First, the “record surplus” is a selective and misleading metric on trade dynamics. It glaringly omits trade in services, where China runs a deficit exceeding US$100 billion in the first 10 months of this year – despite Western policies such as higher visa barriers for Chinese students that choked their own education exports to China.
It also disregards the fact that sweeping Western restrictions on high-tech exports to China constitute a self-imposed constraint on their own goods trade. In both cases, the West is constraining its own competitive advantages and then blaming China for the resultant trade picture.
Moreover, trade is an exchange across time, not just across borders. When China exports goods, it often reinvests the proceeds by purchasing foreign bonds and equities, providing loans, and building factories overseas. Today’s surplus may well finance tomorrow’s imports or investments.
Second, the so-called “Chinese surplus” is, in essence, a “global surplus.” A product “made in China” is frequently the embodiment of global collaboration, integrating design, core components, and technologies from the United States, Europe, Asia and beyond. China’s surplus reflects multinational firms’ collective choice for efficiency, reliability, and integrated manufacturing ecosystems.
According to customs data, exports and imports by foreign-invested enterprises accounted for 29.3 percent of China’s total foreign trade in the first 11 months of 2025, while processing trade, which is closely linked to the global division of labor, accounted for 18.8 percent. China’s surplus not only benefits its own economy, but also drives production, innovation, and employment elsewhere.

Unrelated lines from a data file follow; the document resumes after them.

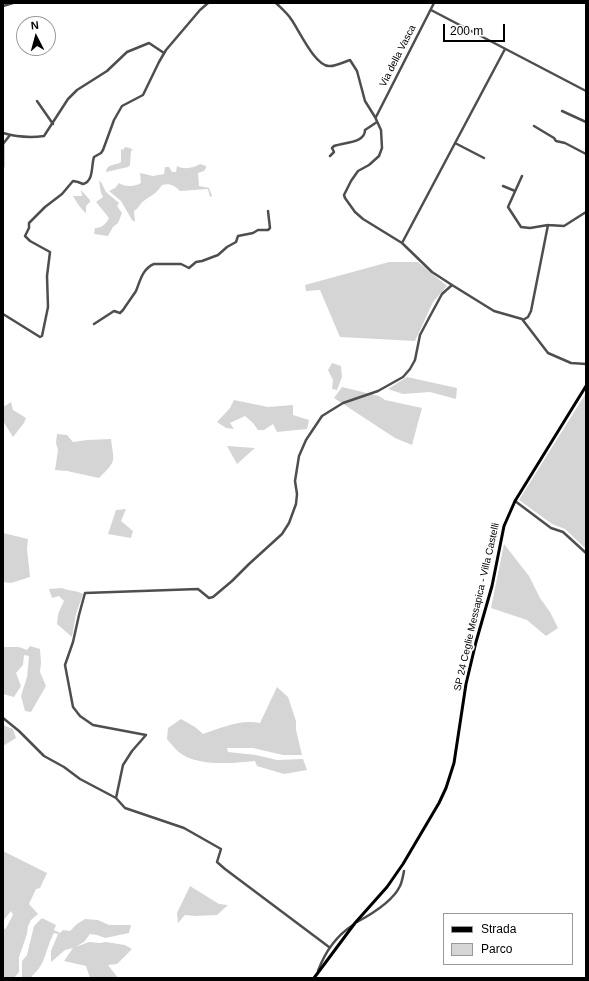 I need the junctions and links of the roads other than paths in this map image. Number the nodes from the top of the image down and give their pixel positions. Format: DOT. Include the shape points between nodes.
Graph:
graph roads {
  1 [pos="13,3"];
  2 [pos="208,3"];
  3 [pos="276,3"];
  4 [pos="434,3"];
  5 [pos="3,6"];
  6 [pos="431,10"];
  7 [pos="505,49"];
  8 [pos="164,53"];
  9 [pos="586,91"];
  10 [pos="37,102"];
  11 [pos="562,111"];
  12 [pos="375,117"];
  13 [pos="377,122"];
  14 [pos="586,122"];
  15 [pos="53,124"];
  16 [pos="534,126"];
  17 [pos="3,133"];
  18 [pos="10,135"];
  19 [pos="455,143"];
  20 [pos="586,154"];
  21 [pos="330,156"];
  22 [pos="484,158"];
  23 [pos="3,167"];
  24 [pos="522,176"];
  25 [pos="503,186"];
  26 [pos="515,191"];
  27 [pos="268,211"];
  28 [pos="586,212"];
  29 [pos="548,225"];
  30 [pos="402,243"];
  31 [pos="452,285"];
  32 [pos="3,314"];
  33 [pos="523,320"];
  34 [pos="94,324"];
  35 [pos="586,364"];
  36 [pos="586,386"];
  37 [pos="515,501"];
  38 [pos="586,553"];
  39 [pos="3,718"];
  40 [pos="116,798"];
  41 [pos="404,871"];
  42 [pos="355,923"];
  43 [pos="329,947"];
  44 [pos="317,974"];
  45 [pos="314,978"];
  1 -- 5 [label="street"];
  2 -- 8 [label="street"];
  3 -- 12 [label="street" via="291,19 315,58 323,65 330,67 350,60 353,63 358,71 365,101"];
  4 -- 6 [label="street, Via della Vasca"];
  6 -- 7 [label="street"];
  6 -- 12 [label="street, Via della Vasca"];
  7 -- 9 [label="street"];
  7 -- 19 [label="street"];
  8 -- 15 [label="street" via="149,43 127,52 107,71 71,95"];
  8 -- 32 [label="street" via="143,95 122,106 103,150 94,157 87,183 73,181 29,223 25,236 50,252 47,276 48,307 42,336"];
  10 -- 15 [label="street"];
  11 -- 14 [label="street"];
  12 -- 13 [label="street"];
  13 -- 21 [label="street" via="365,130 361,139 334,146 333,155"];
  13 -- 30 [label="street" via="382,130 382,148 379,156 358,171 344,195 363,219"];
  15 -- 18 [label="street" via="44,136 25,138"];
  16 -- 20 [label="street" via="556,141"];
  17 -- 18 [label="street"];
  18 -- 23 [label="street" via="3,144"];
  19 -- 22 [label="street"];
  19 -- 30 [label="street"];
  24 -- 26 [label="street"];
  25 -- 26 [label="street"];
  26 -- 29 [label="street" via="508,209 521,227"];
  27 -- 34 [label="street" via="268,230 238,236 236,242 218,255 196,262 189,268 180,264 151,265 123,310 120,313 114,311"];
  28 -- 29 [label="street" via="564,226"];
  29 -- 33 [label="street" via="531,311"];
  30 -- 31 [label="street" via="432,272"];
  31 -- 33 [label="street" via="494,311"];
  31 -- 40 [label="street" via="442,294 428,318 420,334 415,360 403,377 366,396 343,403 322,416 299,456 295,481 296,504 289,523 282,534 213,597 209,598 198,589 85,593 65,665 73,707 80,716 93,725 146,735 123,765"];
  33 -- 35 [label="street" via="548,353 571,363"];
  36 -- 37 [label="main road, SP 24 Ceglie Messapica - Villa Castelli"];
  37 -- 38 [label="street" via="550,528 563,532"];
  37 -- 42 [label="main road, SP 24 Ceglie Messapica - Villa Castelli" via="504,526 492,586 471,663 454,763 446,788 403,864"];
  39 -- 40 [label="street" via="44,756"];
  40 -- 43 [label="street" via="124,808 184,828 221,849 217,862"];
  41 -- 42 [label="street" via="395,894"];
  42 -- 43 [label="street"];
  42 -- 44 [label="main road, SP 24 Ceglie Messapica - Villa Castelli"];
  43 -- 44 [label="street"];
  44 -- 45 [label="main road, SP 24 Ceglie Messapica - Villa Castelli"];
}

Third, and most ironically, the West is now attacking the very rules it architected. International trade occurs fundamentally because both sides benefit – a principle embodied in the theory of comparative advantage. This theory, which rationalizes global division of labor based on relative strengths, provided the key economic rationale that propelled Britain, the United States, and Germany into manufacturing powerhouses and chronic surplus countries during their industrial ascent.
Today, however, when China rises on specialization and global cooperation, its surplus is portrayed as a threat. This inconsistency reveals not a problem with trade theory, but a crisis of confidence in the West.
Perhaps the more pertinent question is why the West exhibits such deep anxiety. Beneath the surface, the West’s discomfort stems from an unwillingness to confront its own economic problems. For decades, it outsourced manufacturing, prioritized short-term financial returns, and neglected industrial renewal. It is easier to cry “foul play” than to confront the hard truths.
China does not seek a trade surplus. In fact, recent key policy meetings have emphasized boosting domestic demand as the top priority for growth.
This strategic pivot is underpinned by sustained, concrete efforts to expand imports to achieve a more balanced trade. For instance, as the world’s first national-level exhibition dedicated to imports, the China International Import Expo has established itself as a global public good with cumulative intended deals exceeding 580 billion dollars over its eight sessions, showcasing the vast potential of China’s market.
As the world’s second-largest economy shifts toward greater consumption, it presents a growing market opportunity –one that Western businesses could seize, if their governments choose cooperation over restriction.
Ultimately, the clamor over China’s surplus is a deafening distraction from the imperative of introspection. The West’s pressing challenge lies not in its trade ledger, but in a deficit in rationality – in mustering the courage to confront uncomfortable truths, embrace a forward-looking vision, and marshal the political will essential to revitalize its own economic foundations.